D. – Che cosa ha fatto Khodorkovski per
rompere questo patto con Putin?
R. – Ha avviato la formazione di un suo
partito o comunque il suo ingresso in politica. Lo ha fatto negli ultimi mesi
con determinazione, comprando alcuni giornali finanziari, finanziando il
partito comunista, acquistando tra l’altro l’Università umanistica per la cifra
di 100 milioni di dollari e mettendo al posto di direttore uno dei suoi uomini.
Insomma, una grande operazione finanziaria. E’ evidente che ciò ha dato molto
fastidio al gruppo di Putin, che non vuole rivali, non intende averne e non
intende, comunque, trattare con gli oligarchi.
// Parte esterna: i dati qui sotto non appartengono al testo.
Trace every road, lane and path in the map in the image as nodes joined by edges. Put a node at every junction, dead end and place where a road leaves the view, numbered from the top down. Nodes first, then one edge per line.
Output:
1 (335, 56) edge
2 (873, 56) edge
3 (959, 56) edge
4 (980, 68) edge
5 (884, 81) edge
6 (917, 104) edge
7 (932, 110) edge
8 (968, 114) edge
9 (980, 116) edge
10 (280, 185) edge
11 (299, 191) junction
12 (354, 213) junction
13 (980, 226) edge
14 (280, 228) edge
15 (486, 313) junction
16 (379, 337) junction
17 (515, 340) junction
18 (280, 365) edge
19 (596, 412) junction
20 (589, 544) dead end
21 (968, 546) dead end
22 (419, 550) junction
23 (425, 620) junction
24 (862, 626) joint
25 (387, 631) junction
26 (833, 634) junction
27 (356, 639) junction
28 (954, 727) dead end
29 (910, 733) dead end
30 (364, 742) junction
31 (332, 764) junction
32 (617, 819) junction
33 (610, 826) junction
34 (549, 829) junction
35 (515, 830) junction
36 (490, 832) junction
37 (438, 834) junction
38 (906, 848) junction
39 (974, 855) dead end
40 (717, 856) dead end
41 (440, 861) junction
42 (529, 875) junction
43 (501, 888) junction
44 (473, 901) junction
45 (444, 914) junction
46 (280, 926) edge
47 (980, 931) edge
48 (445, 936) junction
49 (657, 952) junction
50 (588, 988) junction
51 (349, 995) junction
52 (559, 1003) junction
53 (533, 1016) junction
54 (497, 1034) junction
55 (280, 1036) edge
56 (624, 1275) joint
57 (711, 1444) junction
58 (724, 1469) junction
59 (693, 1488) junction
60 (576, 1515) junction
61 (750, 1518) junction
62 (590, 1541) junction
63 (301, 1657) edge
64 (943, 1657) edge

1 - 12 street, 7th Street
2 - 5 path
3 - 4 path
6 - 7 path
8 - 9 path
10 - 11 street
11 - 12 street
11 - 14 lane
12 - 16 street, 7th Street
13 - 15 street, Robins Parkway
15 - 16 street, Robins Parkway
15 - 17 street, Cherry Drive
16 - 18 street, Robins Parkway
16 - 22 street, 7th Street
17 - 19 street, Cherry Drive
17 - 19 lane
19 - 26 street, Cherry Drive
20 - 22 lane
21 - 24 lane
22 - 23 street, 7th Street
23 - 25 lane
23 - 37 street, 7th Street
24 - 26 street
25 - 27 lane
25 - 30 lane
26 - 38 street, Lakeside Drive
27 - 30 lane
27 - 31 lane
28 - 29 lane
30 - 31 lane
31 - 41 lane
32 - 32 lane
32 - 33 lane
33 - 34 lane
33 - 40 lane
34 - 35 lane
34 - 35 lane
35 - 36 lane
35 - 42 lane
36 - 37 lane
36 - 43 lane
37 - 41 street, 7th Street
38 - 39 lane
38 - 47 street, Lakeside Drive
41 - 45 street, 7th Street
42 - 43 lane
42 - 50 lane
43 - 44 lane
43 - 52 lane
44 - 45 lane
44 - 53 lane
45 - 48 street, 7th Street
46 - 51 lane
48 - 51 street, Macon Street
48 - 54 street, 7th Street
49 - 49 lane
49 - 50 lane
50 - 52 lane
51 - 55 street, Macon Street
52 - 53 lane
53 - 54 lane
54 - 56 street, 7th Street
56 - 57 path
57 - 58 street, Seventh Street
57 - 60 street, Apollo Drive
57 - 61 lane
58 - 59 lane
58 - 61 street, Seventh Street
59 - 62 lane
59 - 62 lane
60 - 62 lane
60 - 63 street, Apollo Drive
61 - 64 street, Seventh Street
D. – Quindi, è credibile Putin quando
convoca gli investitori internazionali per assicurarli che non è un ritorno al
comunismo?
R. – Non è questo il problema. E’ un
problema tutto interno alle logiche di una nuova nomenclatura eltsiniana,
postcomunista. E’ una battaglia politica tra le due componenti della stessa
squadra, perché Putin e Khodorkovski, insieme a Voloshin, capo
dell’amministrazione presidenziale che pare si sia dimesso, sono tutti uomini
che facevano parte dell’entourage di Boris Eltsin e sono stati messi ai posti
in cui sono da Boris Eltsin. Quindi, sostanzialmente è una lotta interna al
gruppo eltsiniano per decidere quale sarà l’orientamento futuro della Russia
nel campo nazionale e internazionale. Io non credo affatto che si tratti di un
ritorno indietro verso il capitalismo o di un abbandono della logica del
mercato.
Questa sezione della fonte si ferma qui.